Gather all lines in the entries that include the word "roads".

· · · ·

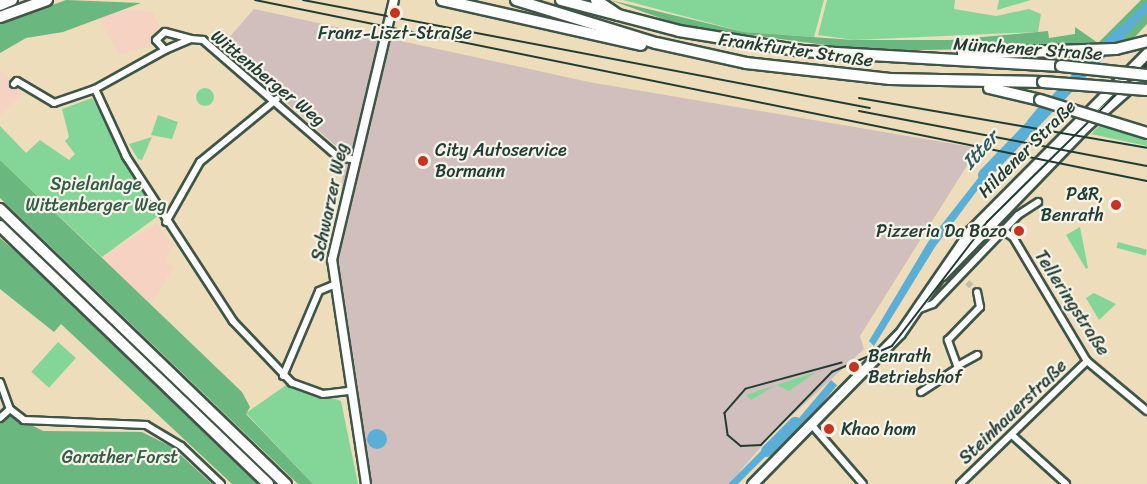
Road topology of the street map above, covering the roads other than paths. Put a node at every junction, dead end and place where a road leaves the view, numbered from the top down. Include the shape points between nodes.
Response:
1 (12, 0) edge
2 (47, 0) edge
3 (394, 0) edge
4 (442, 0) edge
5 (516, 0) edge
6 (561, 0) edge
7 (596, 0) edge
8 (0, 5) edge
9 (618, 15) junction
10 (0, 17) edge
11 (191, 39) junction
12 (1147, 41) edge
13 (656, 43) junction
14 (165, 50) junction
15 (1147, 53) edge
16 (907, 58) junction
17 (1147, 74) edge
18 (979, 82) junction
19 (1044, 82) joint
20 (14, 84) dead end
21 (95, 89) junction
22 (1147, 90) edge
23 (277, 99) junction
24 (1147, 133) edge
25 (356, 160) junction
26 (1038, 202) dead end
27 (0, 209) edge
28 (166, 222) junction
29 (0, 226) edge
30 (1004, 231) junction
31 (940, 276) junction
32 (961, 276) junction
33 (967, 282) tunnel mouth
34 (333, 285) junction
35 (977, 292) dead end
36 (916, 310) junction
37 (977, 355) dead end
38 (1087, 361) junction
39 (958, 365) junction
40 (283, 376) junction
41 (0, 382) edge
42 (348, 391) junction
43 (921, 392) dead end
44 (10, 409) junction
45 (1147, 411) edge
46 (0, 418) edge
47 (812, 424) junction
48 (1012, 435) junction
49 (221, 484) edge
50 (268, 484) edge
51 (286, 484) edge
52 (366, 484) edge
53 (752, 484) edge
54 (863, 484) edge
55 (960, 484) edge
56 (1066, 484) edge

1 - 8 highway
2 - 10 highway
3 - 25 main road, Schwarzer Weg
4 - 13 highway via 641,45
5 - 13 highway, Frankfurter Straße
6 - 9 highway, Frankfurter Straße
7 - 9 highway
9 - 16 highway, Frankfurter Straße via 748,44
11 - 14 street, Wittenberger Weg
11 - 14 street, Wittenberger Weg via 172,32 158,35 156,44
11 - 23 street, Wittenberger Weg via 203,40
12 - 16 highway via 1116,49
13 - 18 highway, Frankfurter Straße via 810,72
14 - 21 street, Wittenberger Weg
15 - 31 main road, Hildener Straße via 970,231
16 - 17 highway, Münchener Straße, bridge
17 - 31 main road, Hildener Straße via 1086,126
18 - 19 highway, Frankfurter Straße
18 - 24 highway, bridge
19 - 22 highway, Münchener Straße, bridge
20 - 21 street, Wittenberger Weg via 18,81 54,103
21 - 28 street via 106,119
23 - 25 street, Wittenberger Weg via 338,157
23 - 28 street via 200,162
25 - 34 main road, Schwarzer Weg via 332,260
26 - 30 street, Hildener Straße
27 - 51 highway
28 - 40 street via 233,321
29 - 50 highway
30 - 32 street, Hildener Straße
30 - 38 street, Telleringstraße via 1013,237
31 - 36 main road, Hildener Straße
32 - 33 street
32 - 36 street, Hildener Straße via 933,304
34 - 40 street via 319,291
34 - 42 main road, Schwarzer Weg
35 - 39 street via 980,307 948,340
36 - 47 main road, Hildener Straße
37 - 39 street
38 - 45 street, Telleringstraße
38 - 48 street, Steinhauerstraße
39 - 43 street
40 - 42 street via 323,394
41 - 44 street
42 - 52 main road, Schwarzer Weg
44 - 46 street
44 - 49 street via 24,420 46,425 146,425 181,446
47 - 53 main road, Hildener Straße
47 - 54 street
48 - 55 street, Steinhauerstraße
48 - 56 street

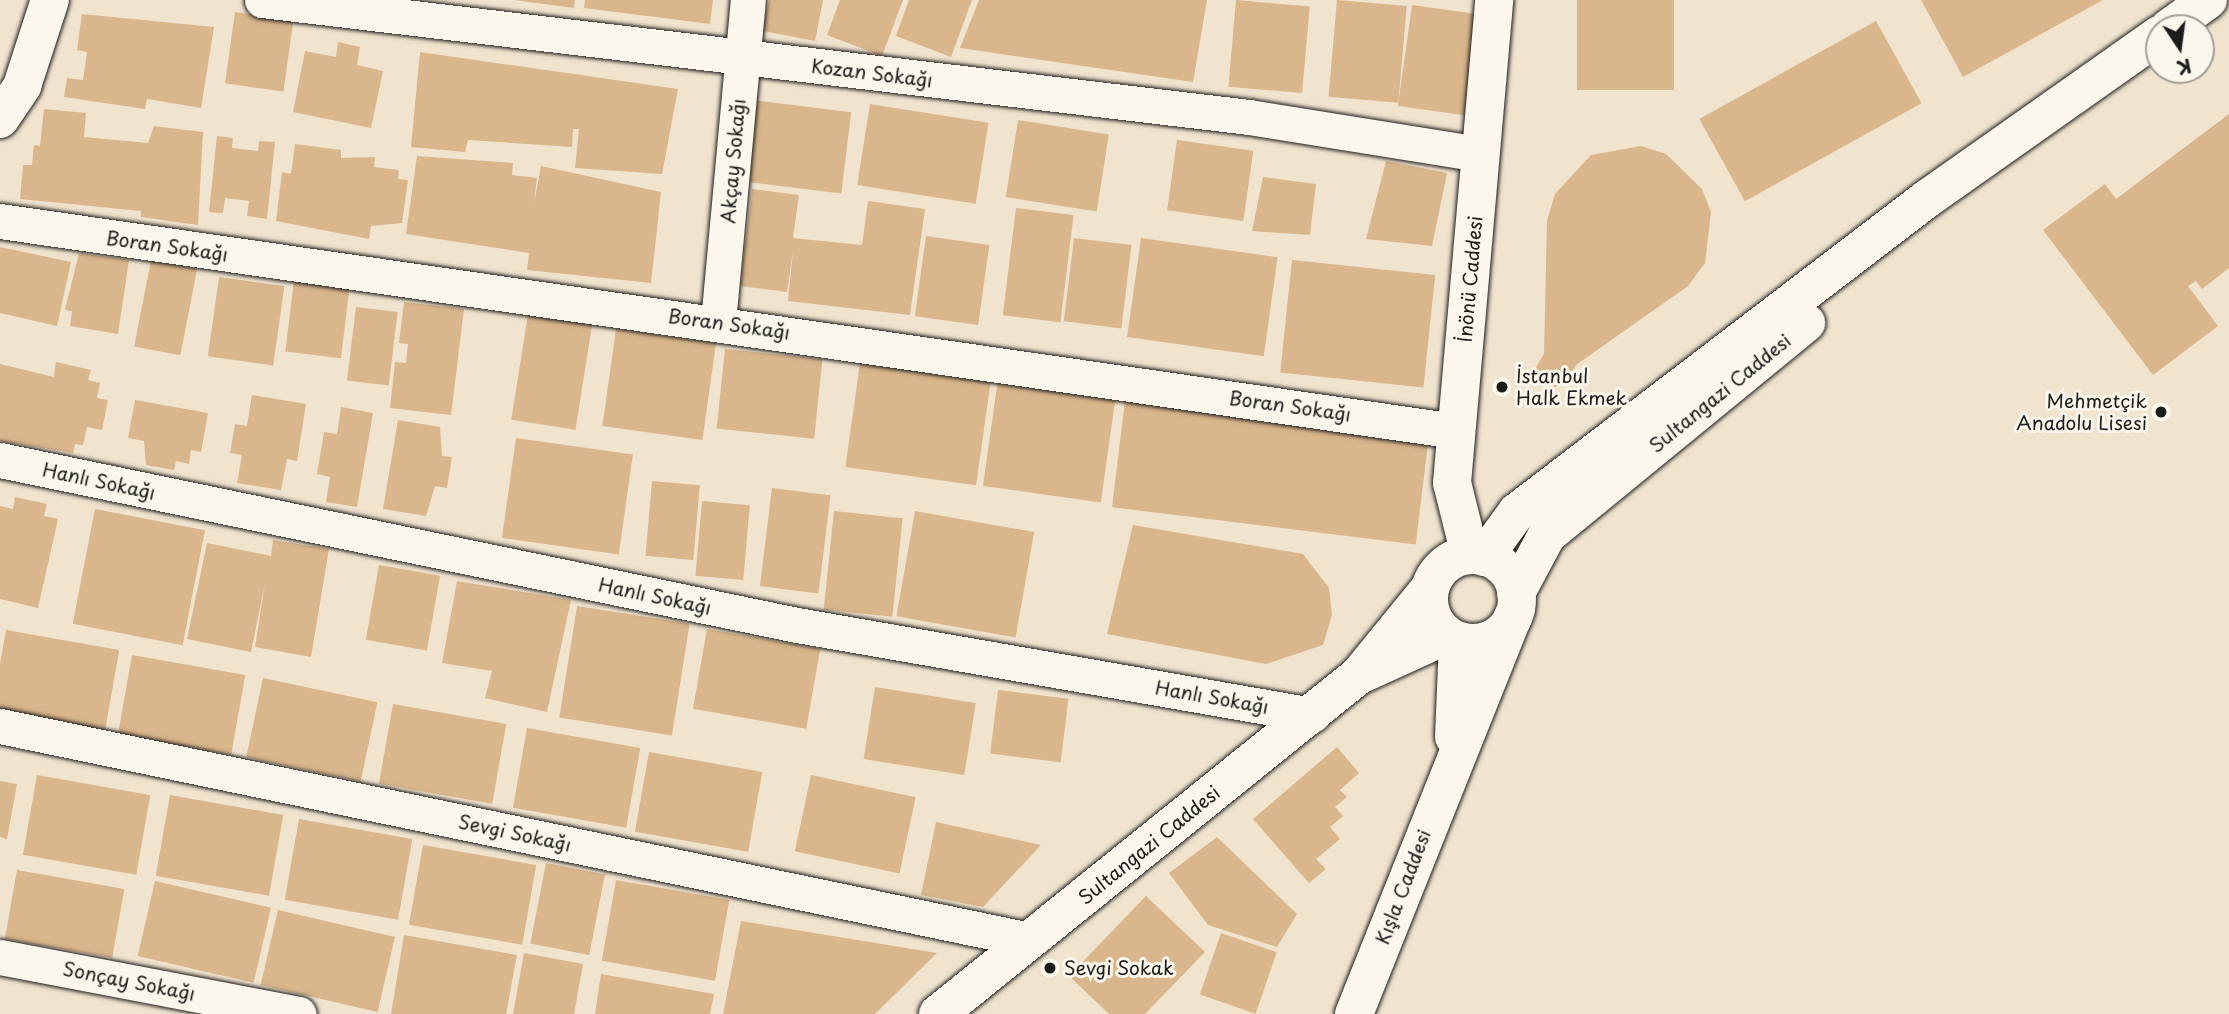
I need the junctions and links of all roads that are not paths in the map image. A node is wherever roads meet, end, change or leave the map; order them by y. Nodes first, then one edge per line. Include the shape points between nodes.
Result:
1 (51, 0) edge
2 (262, 0) edge
3 (748, 0) edge
4 (1494, 0) edge
5 (2208, 0) edge
6 (2188, 14) edge
7 (2145, 45) edge
8 (742, 58) junction
9 (0, 119) edge
10 (1481, 154) junction
11 (1928, 198) junction
12 (0, 221) edge
13 (718, 322) junction
14 (1456, 431) junction
15 (0, 460) edge
16 (1452, 483) junction
17 (1477, 556) junction
18 (1433, 582) junction
19 (1515, 605) junction
20 (1452, 638) junction
21 (1359, 675) junction
22 (1312, 715) junction
23 (0, 726) edge
24 (1453, 760) junction
25 (1030, 940) junction
26 (0, 957) edge
27 (299, 1014) edge
28 (938, 1014) edge
29 (1354, 1014) edge

1 - 9 main road via 22,86
2 - 8 street, Kozan Sokağı
3 - 8 street, Akçay Sokağı
4 - 10 main road, İnönü Caddesi
5 - 6 main road
7 - 11 main road, Sultangazi Caddesi
8 - 10 street, Kozan Sokağı via 1249,117
8 - 13 street, Akçay Sokağı
10 - 14 main road, İnönü Caddesi
11 - 17 main road, Sultangazi Caddesi via 1517,512
11 - 19 main road, Sultangazi Caddesi via 1914,234 1548,534
12 - 13 street, Boran Sokağı
13 - 14 street, Boran Sokağı
14 - 16 main road, İnönü Caddesi
15 - 22 street, Hanlı Sokağı via 797,625
16 - 17 main road, İnönü Caddesi
16 - 18 main road
17 - 18 main road, Sultangazi Caddesi
17 - 19 main road via 1505,570
18 - 20 main road via 1431,614
18 - 21 main road, Sultangazi Caddesi
19 - 20 main road, Sultangazi Caddesi via 1484,642
19 - 24 main road, Kışla Caddesi
20 - 21 main road, Sultangazi Caddesi
20 - 24 main road, Kışla Caddesi
21 - 22 main road, Sultangazi Caddesi
22 - 25 main road, Sultangazi Caddesi
23 - 25 street, Sevgi Sokağı
24 - 29 main road, Kışla Caddesi
25 - 28 main road, Sultangazi Caddesi
26 - 27 street, Sonçay Sokağı

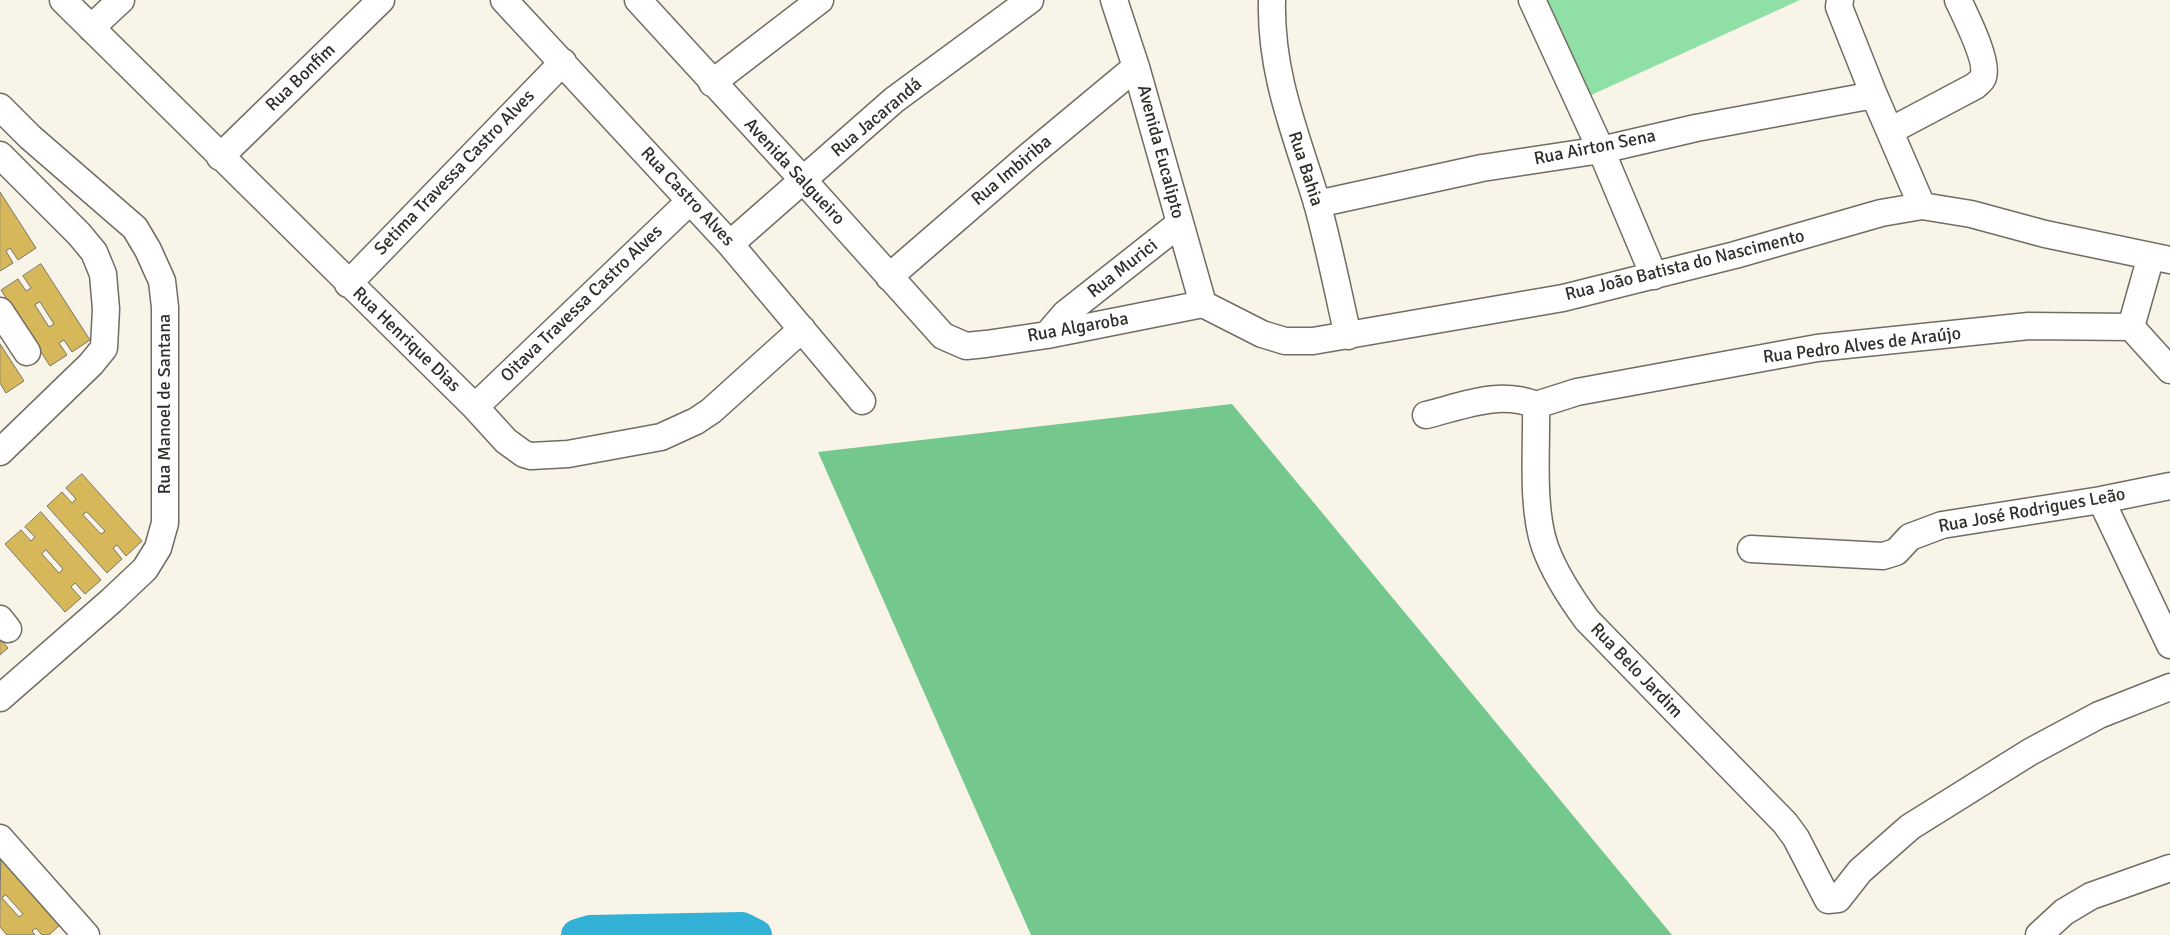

· · · ·

REPLY TO THE EXERCISE:
Road topology of the street map above, covering the roads other than paths. Put a node at every junction, dead end and place where a road leaves the view, numbered from the top down. Include the shape points between nodes.
I need the junctions and links of all roads that are not paths in the map image. A node is wherever roads meet, end, change or leave the map; order them by y. Nodes first, then one edge per line. Include the shape points between nodes.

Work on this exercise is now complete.